(Records shown)

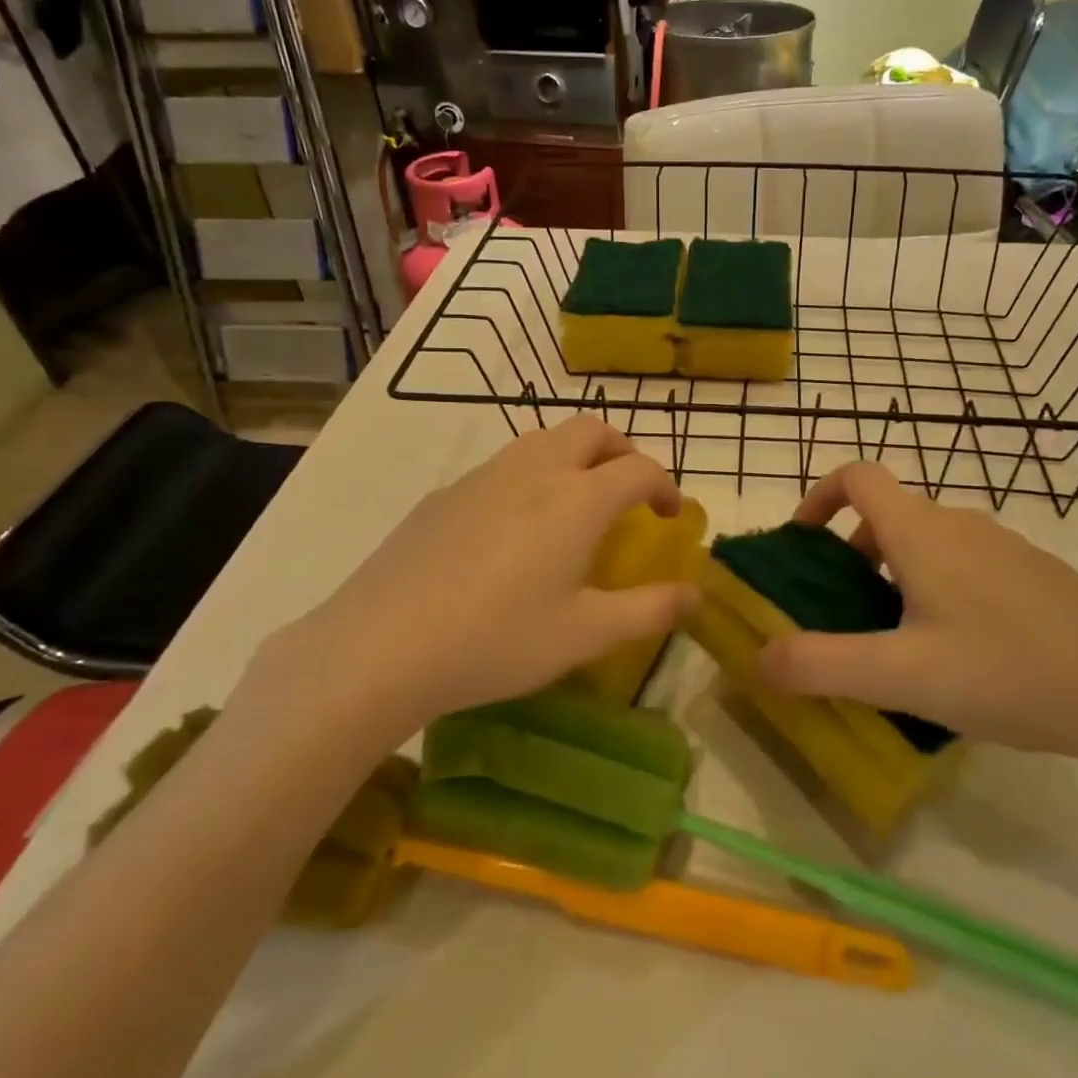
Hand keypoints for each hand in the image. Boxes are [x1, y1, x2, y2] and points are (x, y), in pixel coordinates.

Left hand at [250, 418, 698, 737]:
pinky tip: (512, 531)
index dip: (666, 486)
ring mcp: (484, 476)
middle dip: (622, 452)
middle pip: (592, 430)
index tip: (670, 516)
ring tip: (574, 507)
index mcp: (578, 499)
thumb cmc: (497, 641)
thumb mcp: (585, 636)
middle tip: (628, 493)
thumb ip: (649, 611)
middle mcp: (535, 470)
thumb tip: (696, 596)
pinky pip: (503, 466)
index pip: (639, 468)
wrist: (380, 646)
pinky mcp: (444, 493)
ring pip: (544, 440)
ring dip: (575, 458)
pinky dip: (531, 477)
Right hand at [759, 463, 1077, 772]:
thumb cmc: (1008, 671)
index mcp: (922, 532)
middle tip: (841, 608)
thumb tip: (758, 657)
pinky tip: (957, 653)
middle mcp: (961, 524)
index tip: (802, 544)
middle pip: (888, 512)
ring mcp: (1004, 547)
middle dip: (850, 549)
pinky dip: (935, 587)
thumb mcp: (902, 675)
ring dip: (893, 571)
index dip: (818, 497)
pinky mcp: (1035, 575)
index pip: (857, 476)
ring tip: (894, 638)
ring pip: (928, 541)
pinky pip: (965, 564)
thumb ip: (821, 665)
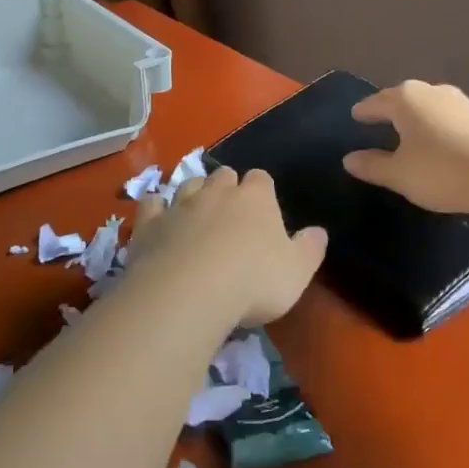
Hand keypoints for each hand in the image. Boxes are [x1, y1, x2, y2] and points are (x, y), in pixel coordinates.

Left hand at [130, 167, 327, 326]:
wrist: (188, 292)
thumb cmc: (253, 282)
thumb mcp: (297, 272)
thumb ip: (310, 248)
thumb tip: (318, 231)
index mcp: (255, 198)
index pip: (261, 178)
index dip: (262, 191)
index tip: (264, 209)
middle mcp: (217, 192)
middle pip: (223, 175)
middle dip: (227, 187)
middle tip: (230, 213)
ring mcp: (180, 204)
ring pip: (188, 184)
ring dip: (193, 194)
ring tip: (197, 214)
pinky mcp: (150, 223)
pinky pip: (151, 204)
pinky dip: (156, 208)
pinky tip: (158, 218)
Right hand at [342, 80, 468, 215]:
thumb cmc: (442, 171)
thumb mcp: (400, 175)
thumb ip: (373, 166)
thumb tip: (349, 159)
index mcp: (406, 100)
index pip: (376, 102)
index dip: (364, 111)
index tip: (355, 115)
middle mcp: (433, 92)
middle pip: (405, 98)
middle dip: (392, 109)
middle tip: (380, 120)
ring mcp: (462, 102)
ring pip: (431, 106)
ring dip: (419, 117)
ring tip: (411, 132)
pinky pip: (451, 118)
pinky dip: (440, 126)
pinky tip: (441, 142)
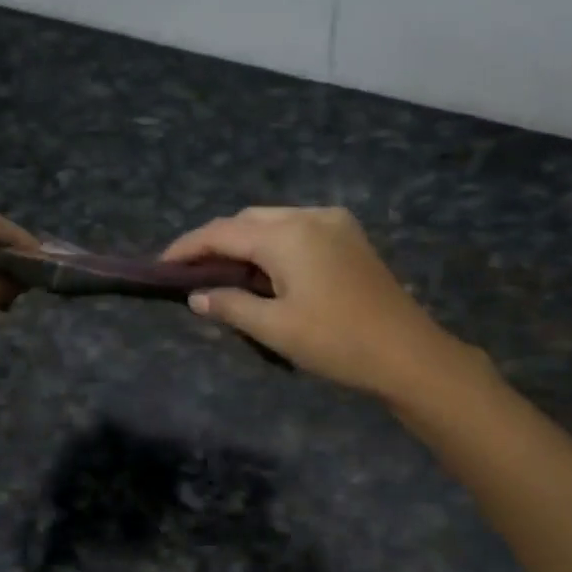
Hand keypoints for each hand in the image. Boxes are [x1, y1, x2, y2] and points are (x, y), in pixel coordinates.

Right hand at [163, 206, 485, 396]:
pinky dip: (272, 243)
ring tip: (224, 274)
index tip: (162, 264)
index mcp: (288, 235)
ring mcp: (335, 223)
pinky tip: (266, 270)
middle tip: (192, 272)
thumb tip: (196, 296)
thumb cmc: (337, 342)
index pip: (223, 232)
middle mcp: (310, 216)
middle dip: (217, 242)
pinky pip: (297, 229)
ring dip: (245, 242)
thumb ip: (231, 306)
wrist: (409, 354)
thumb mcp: (275, 328)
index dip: (189, 247)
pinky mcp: (350, 237)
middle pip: (248, 219)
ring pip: (273, 221)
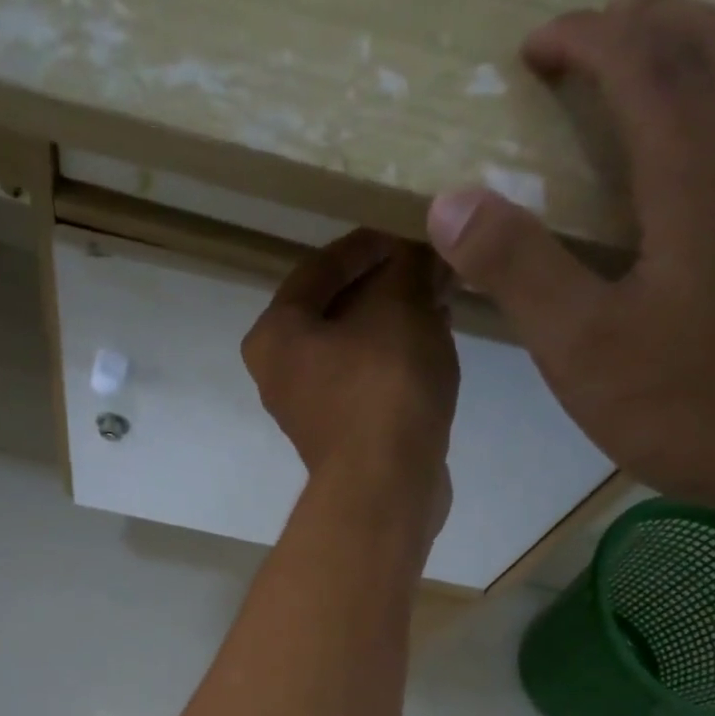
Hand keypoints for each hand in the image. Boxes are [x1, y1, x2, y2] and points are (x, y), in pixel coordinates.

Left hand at [244, 231, 459, 512]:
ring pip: (354, 346)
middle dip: (386, 284)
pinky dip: (395, 358)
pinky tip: (434, 342)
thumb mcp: (401, 305)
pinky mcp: (341, 436)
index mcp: (274, 335)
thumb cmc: (382, 384)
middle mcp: (279, 373)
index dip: (370, 242)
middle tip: (430, 264)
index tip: (411, 229)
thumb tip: (426, 248)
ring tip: (440, 298)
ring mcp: (309, 409)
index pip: (320, 267)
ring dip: (395, 320)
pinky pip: (367, 380)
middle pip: (335, 309)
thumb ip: (412, 264)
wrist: (385, 486)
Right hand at [427, 0, 714, 519]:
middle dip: (651, 24)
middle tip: (597, 41)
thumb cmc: (699, 406)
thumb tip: (450, 199)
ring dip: (711, 57)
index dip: (586, 37)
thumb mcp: (582, 350)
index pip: (643, 60)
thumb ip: (518, 268)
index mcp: (705, 167)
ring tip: (664, 82)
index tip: (537, 44)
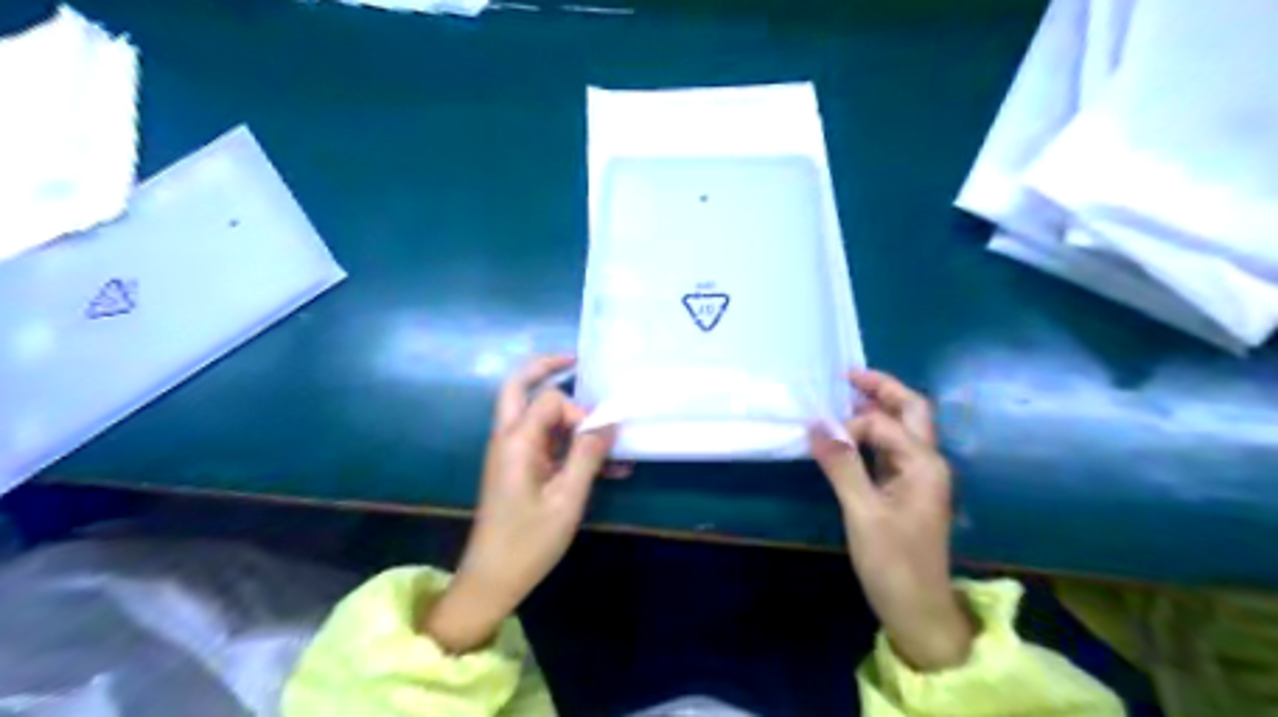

(What you have to do) For this exercise, please set down exactly the lines of the listing above from the line with "pinky pip: (965, 564)" up to and including the line with "pinky mcp: (150, 223)", and no pictures.

(Completed task)
pinky pip: (965, 564)
thumb ip: (821, 665)
Hand keypoints for each hand in the image. Boxes are [x1, y1, x2, y2] and points are (x, y), in pixel coordinates.

Left hand at [130, 167, 327, 326]:
wrist: (188, 292)
thumb cmc: (253, 282)
thumb mcp: (297, 272)
thumb ip: (310, 248)
thumb tip: (318, 231)
index mcp: (255, 198)
index pip: (261, 178)
index dip: (262, 191)
index tip: (264, 209)
middle mcp: (217, 192)
middle pip: (223, 175)
middle dip: (227, 187)
middle tip: (230, 213)
ring mcp: (180, 204)
ring pip: (188, 184)
ring dip: (193, 194)
ring tip: (197, 214)
pinky mcp: (150, 223)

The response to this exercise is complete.